Gray matter volume decreases in the contralateral thalamus of TNP patients and contralateral (contra) thalamic activity increases during innocuous brushing of the lower lip overlaid onto axial slices of an individual subject's T1-weighted anatomical image set. Light blue indicates gray matter volume decrease, red indicates activity increases during lip brushing, and yellow indicates where both gray matter volume decreased and activity (signal intensity) increased. Slice location in Montreal Neurological Institute space is indicated on the bottom right of the left slice. Bottom left shows mean ± SEM percentage change in signal intensity plotted against time for the contralateral thalamus. The gray bars indicate the periods during which the lower lip was lightly brushed with a plastic brush. Bottom middle and right show plots of gray matter volume decrease (prob * vol) in the area of overlap (i.e., yellow shading, the ventroposterior thalamus) against ongoing diary pain, as indicated on a continuous visual-analog scale (VAS) (bottom middle) and against pain duration (bottom right).
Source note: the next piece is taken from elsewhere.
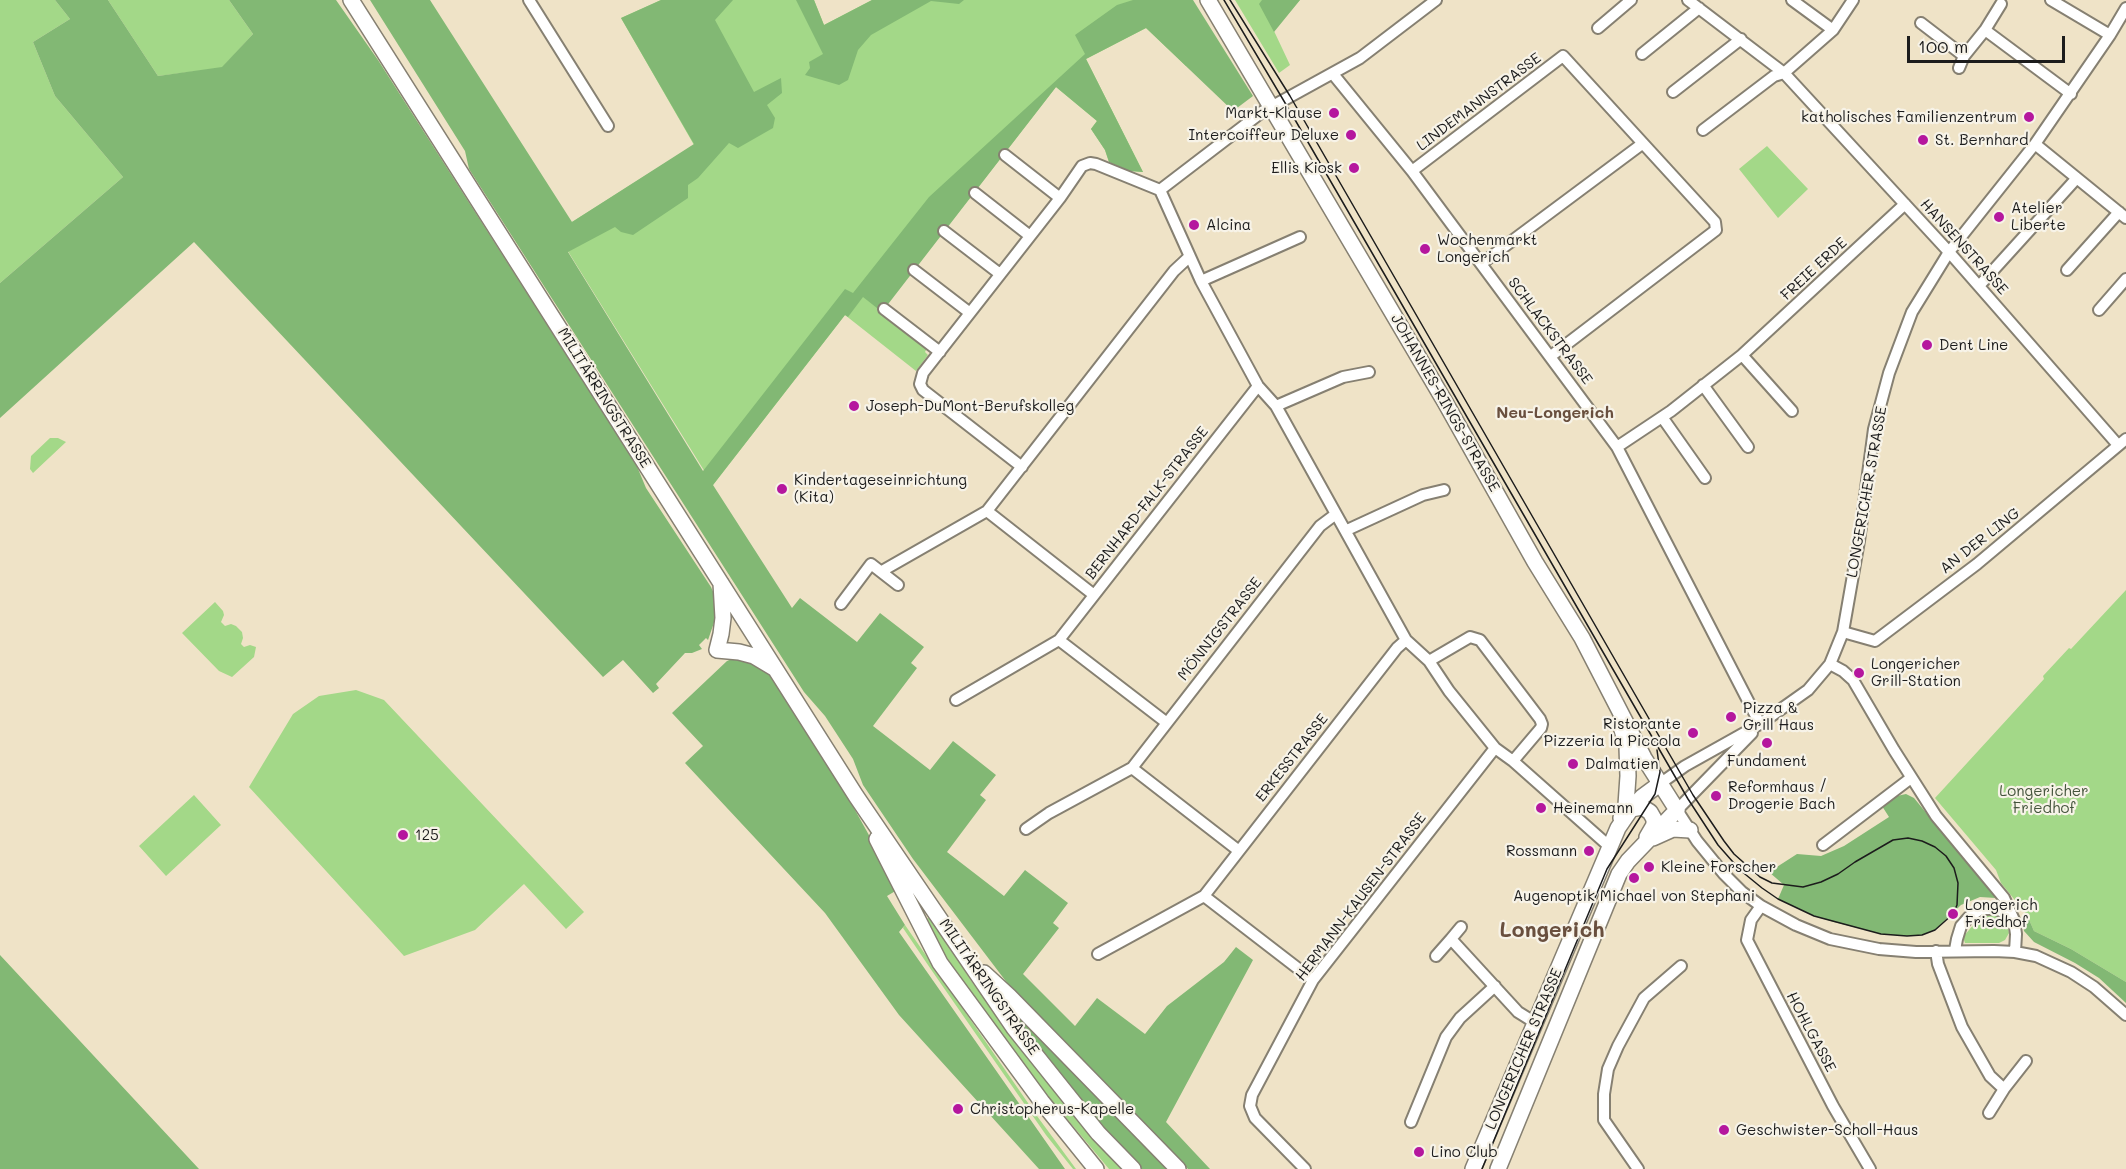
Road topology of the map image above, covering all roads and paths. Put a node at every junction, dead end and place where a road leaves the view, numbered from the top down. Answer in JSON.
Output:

Note the significant negative correlation between gray matter volume and pain, i.e., the greater the pain, the greater the reduction in gray matter volume.

Figure 5.

Top, Thalamic region in which gray matter volume decreased (measured using VBM) in TNP patients compared with controls, overlaid onto an individual subject's T1-weighted anatomical axial image. Bottom, Mean ± SEM gray matter volumes in the thalamic region indicated on the left, in controls, all TNP patients (trigeminal neuralgia and neuropathy combined), trigeminal neuralgia, and trigeminal neuropathy patients, respectively, from left to right. It is clear that thalamic gray matter volume loss in TNP patients is because of the volume loss in the trigeminal neuropathy patients but not the trigeminal neuralgia patients.

Figure 6.

Top, Thalamic region in which gray matter volume decreased in TNP patients and region from which H1-spectra were collected. To the right is a typical H1-spectra. PCr, Phosphocreatine. Bottom, Left, NAA/Cr within the ventroposterior thalamus in controls, TMD, and trigeminal neuropathy patients on the side ipsilateral (unaffected side) and contralateral (affected side) to ongoing pain. Note that, although there is no significant change in NAA/Cr in TMD patients, NAA/Cr is significantly reduced in the thalamus on the side contralateral to the ongoing pain in trigeminal neuropathy patients. *p < 0.05.